Tachycardia-induced cardiomyopathy is defined as a reversible left ventricular (LV) systolic dysfunction (SeD) resulting from a sustained fast heart rate. LV remodeling in patients with severe LV dysfunction at diagnosis remains poorly understood. In this retrospective cohort study, we described LV remodeling in 50 patients who underwent atrial flutter ablation. These patients were divided into severe LV SeD (LV ejection fraction [EF] ≤30%) and LV nonsevere SeD (LVEF 31% to 50%) at baseline. All continuous variables are expressed as median and interquartile range. LVEF was 18% (13 to 25) and 38% (34 to 41) in the SeD (n = 29) and LV nonsevere SeD (n = 21) groups, respectively.

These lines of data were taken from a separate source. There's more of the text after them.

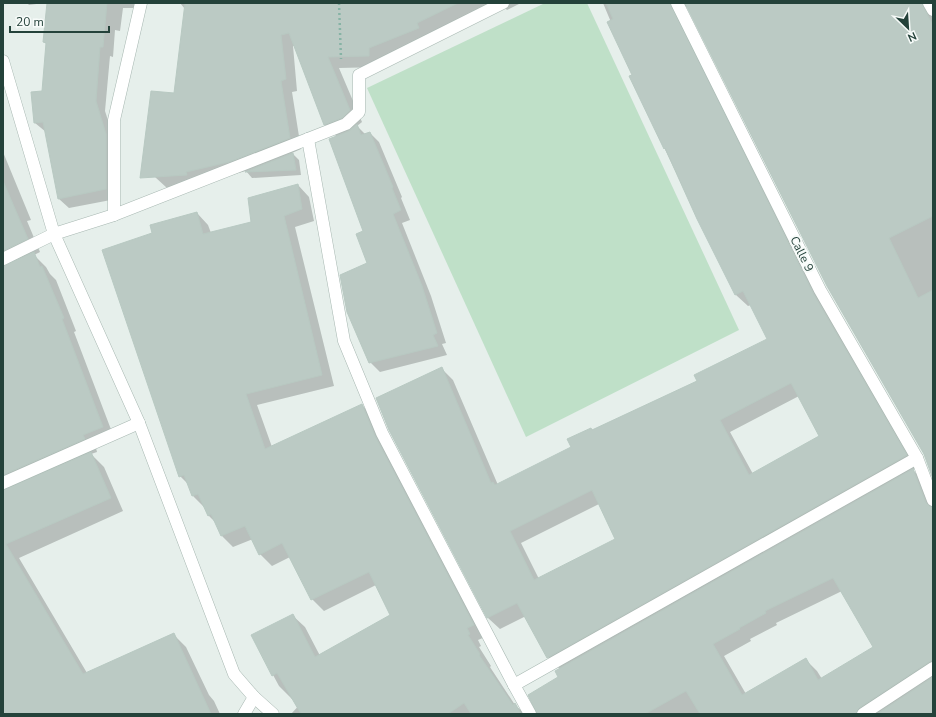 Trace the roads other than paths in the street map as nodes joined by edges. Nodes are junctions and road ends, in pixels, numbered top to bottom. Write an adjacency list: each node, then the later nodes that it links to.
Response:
1 (141, 3): 8 (street)
2 (503, 3): 7 (street)
3 (678, 3): 12 (street, Calle 9)
4 (929, 3): 5 (street)
5 (933, 10)
6 (3, 61): 9 (street)
7 (308, 139): 8 (street); 16 (street)
8 (114, 215): 9 (street)
9 (54, 234): 10 (street); 11 (street)
10 (3, 259)
11 (139, 423): 13 (street); 17 (street)
12 (917, 458): 14 (street, Calle 9); 16 (street)
13 (3, 483)
14 (933, 500)
15 (933, 668): 21 (street)
16 (514, 685): 20 (street)
17 (254, 697): 18 (street); 19 (street)
18 (244, 714)
19 (273, 714)
20 (530, 714)
21 (863, 714) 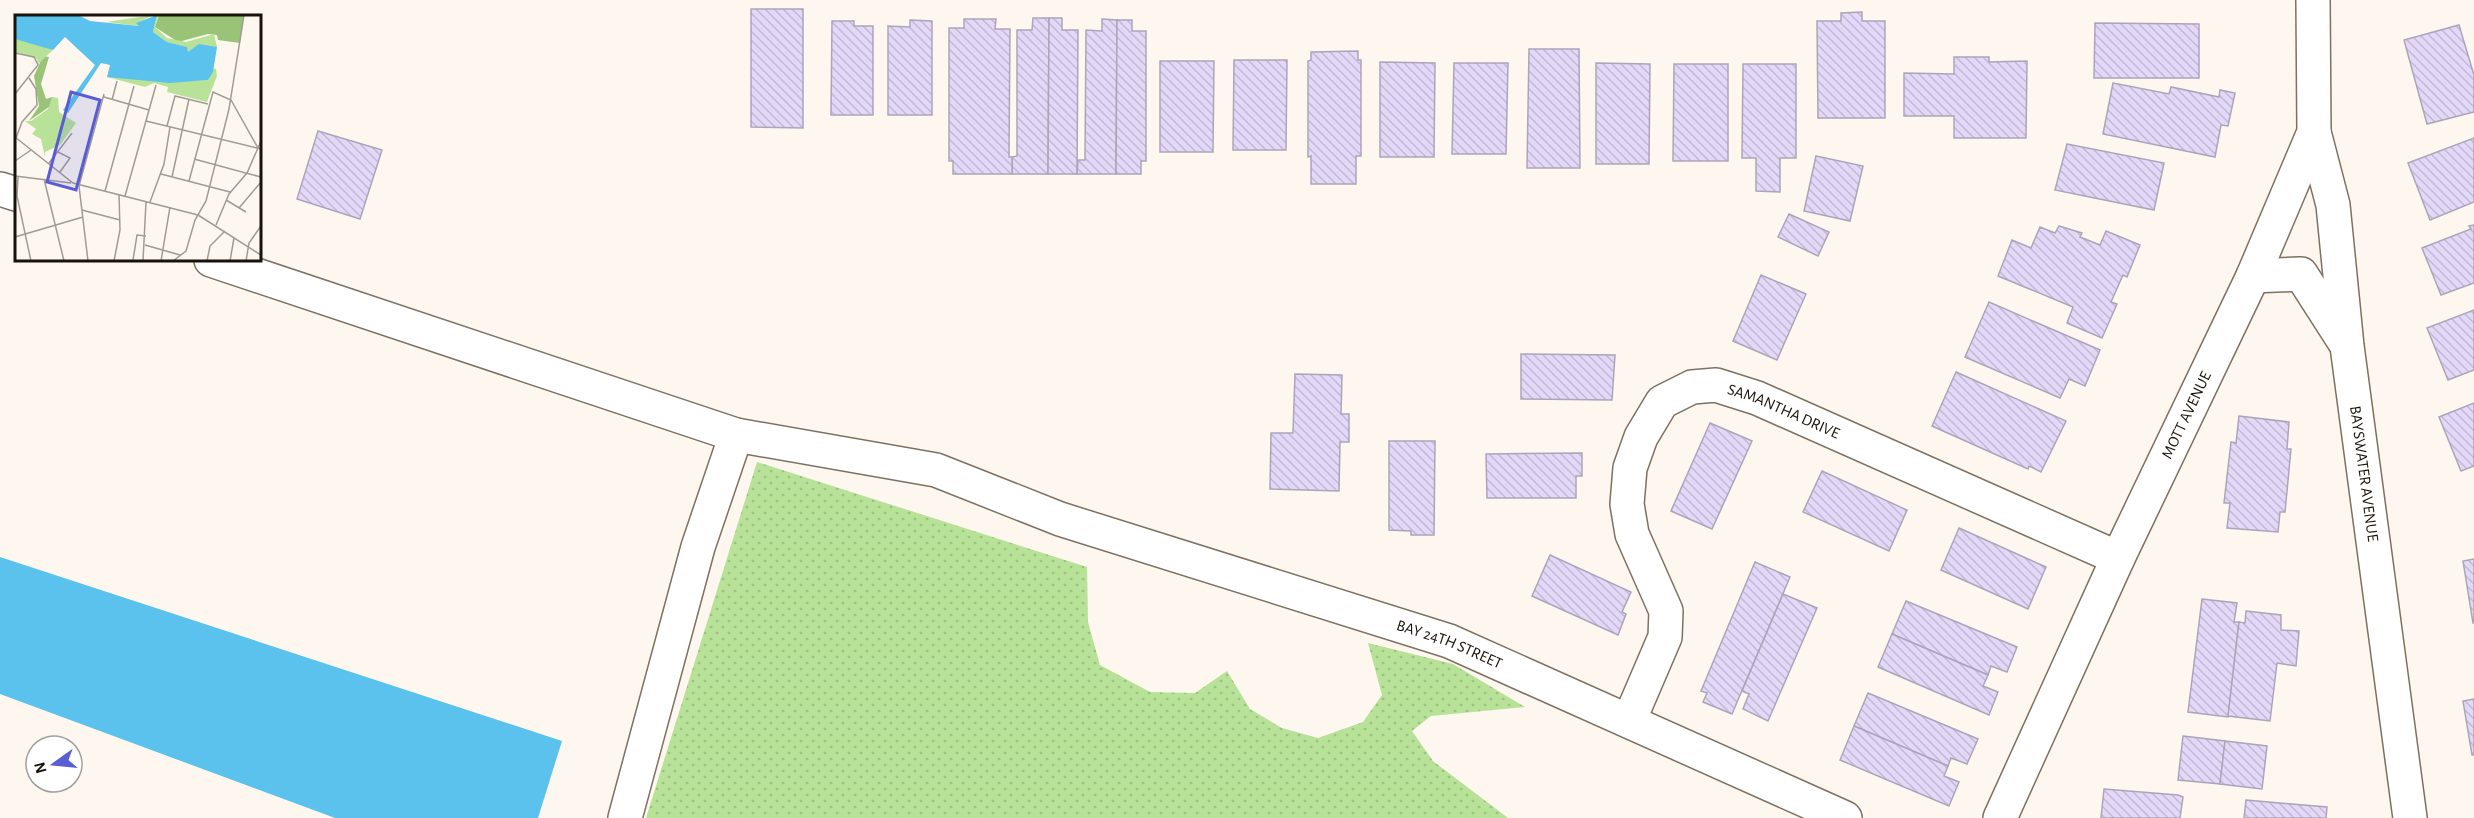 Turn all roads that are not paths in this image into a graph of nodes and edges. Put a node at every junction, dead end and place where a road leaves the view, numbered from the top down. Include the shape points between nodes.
1 (2313, 0) edge
2 (2314, 132) junction
3 (0, 189) edge
4 (15, 194) edge
5 (214, 261) edge
6 (2253, 276) junction
7 (2347, 346) junction
8 (736, 435) junction
9 (2118, 558) junction
10 (1629, 721) junction
11 (625, 818) edge
12 (1845, 818) edge
13 (2000, 818) edge
14 (2410, 818) edge

1 - 2 street, MOTT AVENUE
2 - 6 street, MOTT AVENUE
2 - 7 street, BAYSWATER AVENUE via 2333,205
3 - 4 street
5 - 8 street, BAY 24TH STREET
6 - 7 street via 2301,274
6 - 9 street, MOTT AVENUE
7 - 14 street, BAYSWATER AVENUE
8 - 10 street, BAY 24TH STREET via 936,470 1040,511 1449,641
8 - 11 street via 698,547
9 - 10 street, SAMANTHA DRIVE via 1757,398 1716,385 1692,387 1662,402 1641,437 1630,468 1627,504 1632,534 1666,611 1665,637
9 - 13 street, MOTT AVENUE
10 - 12 street, BAY 24TH STREET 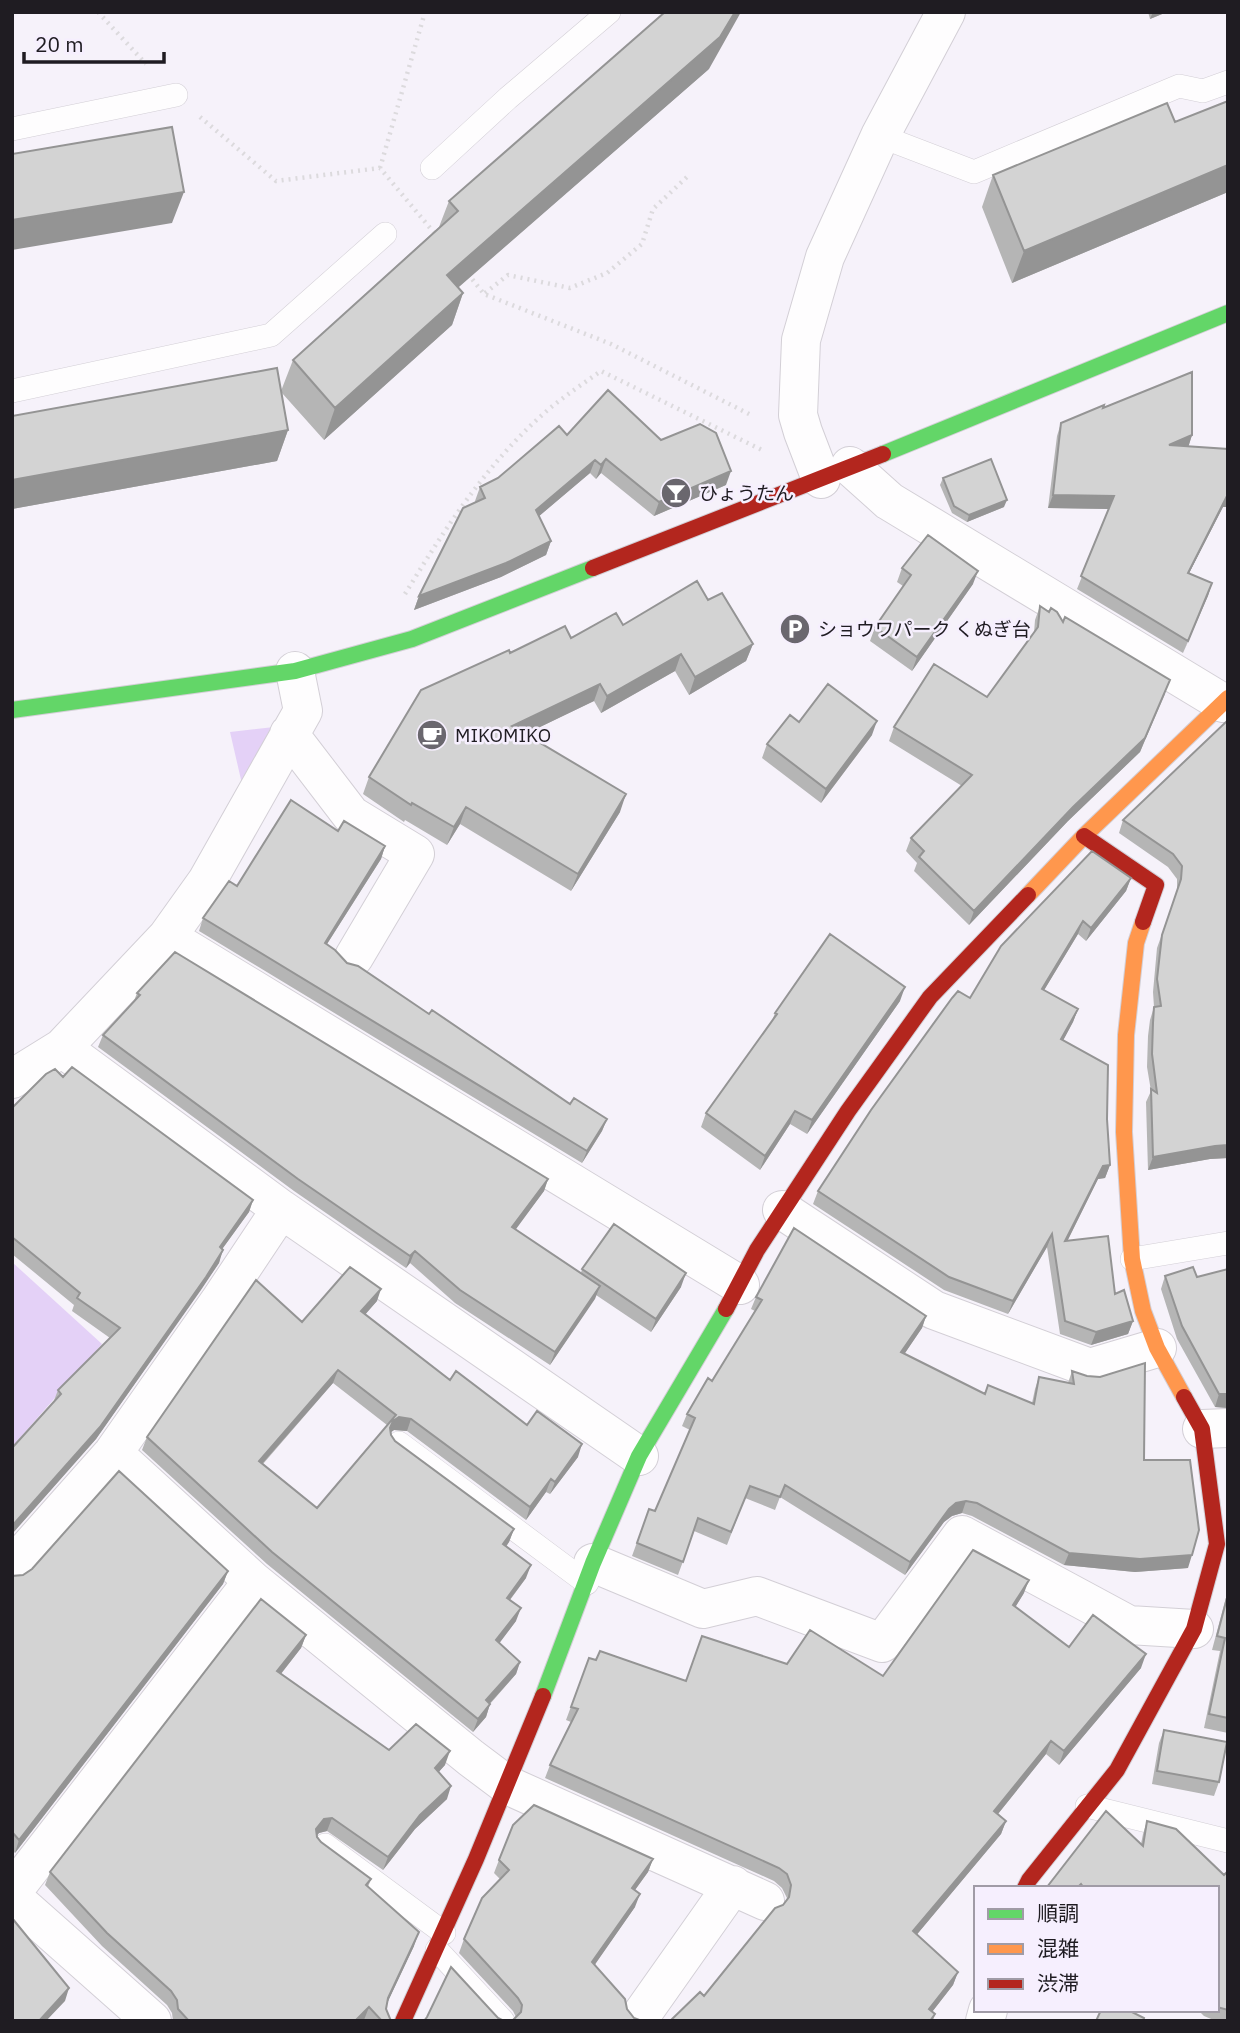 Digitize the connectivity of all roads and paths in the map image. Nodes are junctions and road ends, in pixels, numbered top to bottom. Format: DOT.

At baseline, patients with SeD had higher LV end-diastolic diameter (56 [54 to 59] vs 49 mm [47 to 52], p <0.01), LV end-systolic diameter (48 [43 to 51] vs 36 mm [34 to 41], p <0.01), LV end-diastolic volume (71 [64 to 85] vs 56 ml/m2 [46 to 68], p <0.01), LV end-systolic volume (56 [53 to 70] vs 36 ml/m2 [27 to 42], p <0.01), and lower tricuspid annular plane systolic excursion (12 [10 to 13] vs 16 mm [13 to 19], p <0.01). At last follow-up, LVEF was not statistically significantly different between groups. However, LV end-systolic diameter (36 [34 to 39] vs 32 mm [32 to 34], p = 0.01) and LV end-systolic volume (29 [26 to 35] vs 25 ml/m2 [20 to 29], p = 0.02) remained larger in the SeD group. Seven patients (14%), all from the SeD group, had a LVEF ≤35% 2 months after rhythm control, and reverse remodeling was observed up to 9 months. In conclusion, more than half of patients with tachycardia-induced cardiomyopathy and atrial flutter had LVEF ≤30% at baseline. LVEF recovery and LV remodeling were observed beyond 2 months, highlighting the importance of rhythm control and early guideline-directed medical therapy in these patients.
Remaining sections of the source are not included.